The root of our tree has 1 state. Level 1 produces b states and the next level produces b² states. The next level produces b³ states.
Assuming the solution is found a level d then the size of the tree is

1 + b + b² + b³ + ... + b^d

(Note : as the solution could be found at any point on the d level then the search tree could be smaller than this).

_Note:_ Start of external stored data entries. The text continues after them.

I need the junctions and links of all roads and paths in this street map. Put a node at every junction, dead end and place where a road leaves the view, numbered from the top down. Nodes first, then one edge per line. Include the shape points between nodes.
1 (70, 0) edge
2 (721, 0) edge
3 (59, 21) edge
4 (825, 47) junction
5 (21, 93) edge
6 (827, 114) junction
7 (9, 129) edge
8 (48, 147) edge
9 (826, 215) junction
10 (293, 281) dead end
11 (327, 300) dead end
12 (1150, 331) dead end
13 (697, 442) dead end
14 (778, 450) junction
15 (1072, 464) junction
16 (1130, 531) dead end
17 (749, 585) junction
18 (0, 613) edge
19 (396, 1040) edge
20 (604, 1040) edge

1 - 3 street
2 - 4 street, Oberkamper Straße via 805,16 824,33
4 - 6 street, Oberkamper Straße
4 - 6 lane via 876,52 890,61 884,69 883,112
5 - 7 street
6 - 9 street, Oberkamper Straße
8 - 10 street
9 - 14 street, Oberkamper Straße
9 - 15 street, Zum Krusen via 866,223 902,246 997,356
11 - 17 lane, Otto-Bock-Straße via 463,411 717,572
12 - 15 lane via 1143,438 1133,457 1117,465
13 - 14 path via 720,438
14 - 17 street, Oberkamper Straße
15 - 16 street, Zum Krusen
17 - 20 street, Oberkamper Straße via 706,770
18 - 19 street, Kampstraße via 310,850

This type of exponential growth (i.e. O(b^d) ) is not very healthy. You only have to look at the following table to see why.

Depth	Nodes	Time	Memory
0	1	1 millisecond	100 kbytes
2	111	0.1 second	11 kilobytes
4	11,111	11 seconds	1 megabyte
6	10⁶	18 minutes	111 megabytes
8	10⁸	31 hours	11 gigabytes
10	10¹⁰	128 days	1 terabyte
12	10¹²	35 years	111 terabytes
14	10¹⁴	3500 years	11,111 terabytes

Time and memory requirements for breadth-first search, assuming a branching factor of 10, 100 bytes per node and searching 1000 nodes/second

We can make some observations about these figures

Space is more of a factor to breadth first search than time. If you care about the answer you would probably be happy to wait for 31 hours for an answer to a level 8 problem but you are unlikely to have the 11 gigabytes of space that is needed to complete the search.
But time is still an issue. Who has 35 years to wait for an answer to a level 12 problem (or even 128 days to a level 10 problem).
We could argue that as technology gets faster then the type of problems shown above will be solvable. That is true, but even if technology is 100 times faster we would still have to wait 35 years for a level 14 problem and what if we hit a level 15 problem!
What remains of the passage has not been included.